▶ _Required work_
Reproduce all of the entries below exactly, without images.

(Dataset entries)

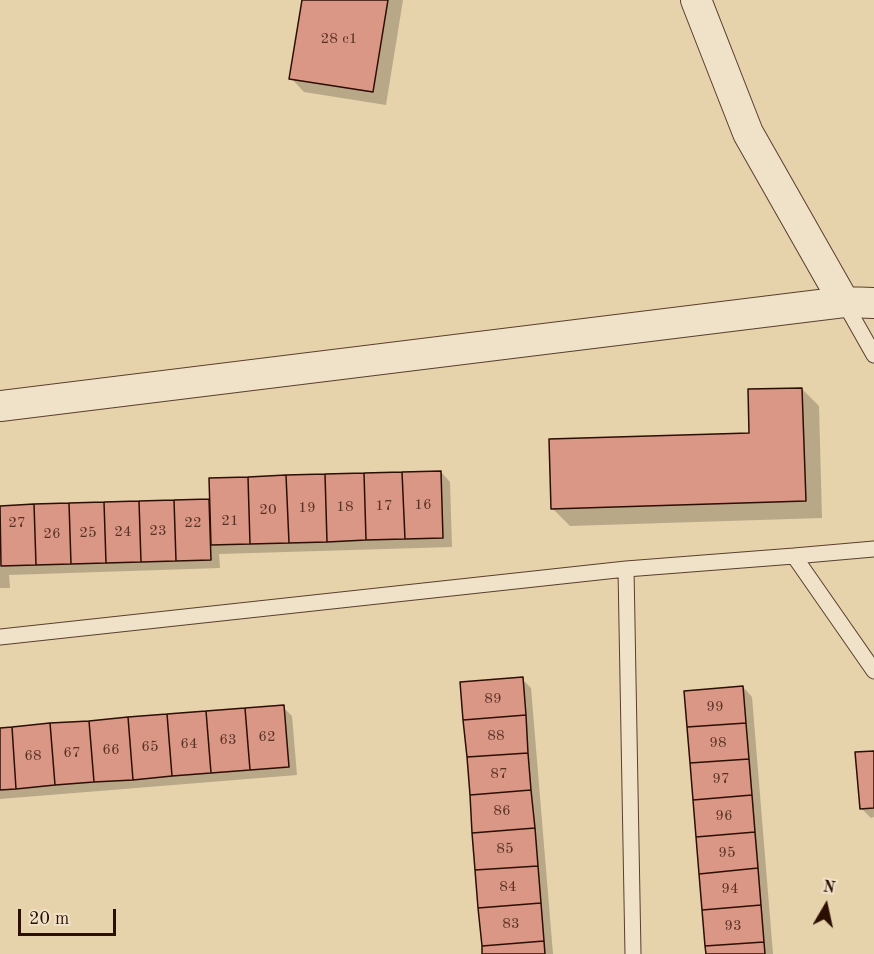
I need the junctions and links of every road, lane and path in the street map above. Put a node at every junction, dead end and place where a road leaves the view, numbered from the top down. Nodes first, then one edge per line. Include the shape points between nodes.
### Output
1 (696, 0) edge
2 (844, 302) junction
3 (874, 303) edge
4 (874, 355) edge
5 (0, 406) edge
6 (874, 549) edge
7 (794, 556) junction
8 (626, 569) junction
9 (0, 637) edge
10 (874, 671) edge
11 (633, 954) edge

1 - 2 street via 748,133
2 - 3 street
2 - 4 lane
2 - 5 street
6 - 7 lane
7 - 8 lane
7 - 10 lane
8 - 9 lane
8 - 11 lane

▶ _Answer for the task_
I need the junctions and links of every road, lane and path in the street map above. Put a node at every junction, dead end and place where a road leaves the view, numbered from the top down. Nodes first, then one edge per line. Include the shape points between nodes.
### Output
1 (696, 0) edge
2 (844, 302) junction
3 (874, 303) edge
4 (874, 355) edge
5 (0, 406) edge
6 (874, 549) edge
7 (794, 556) junction
8 (626, 569) junction
9 (0, 637) edge
10 (874, 671) edge
11 (633, 954) edge

1 - 2 street via 748,133
2 - 3 street
2 - 4 lane
2 - 5 street
6 - 7 lane
7 - 8 lane
7 - 10 lane
8 - 9 lane
8 - 11 lane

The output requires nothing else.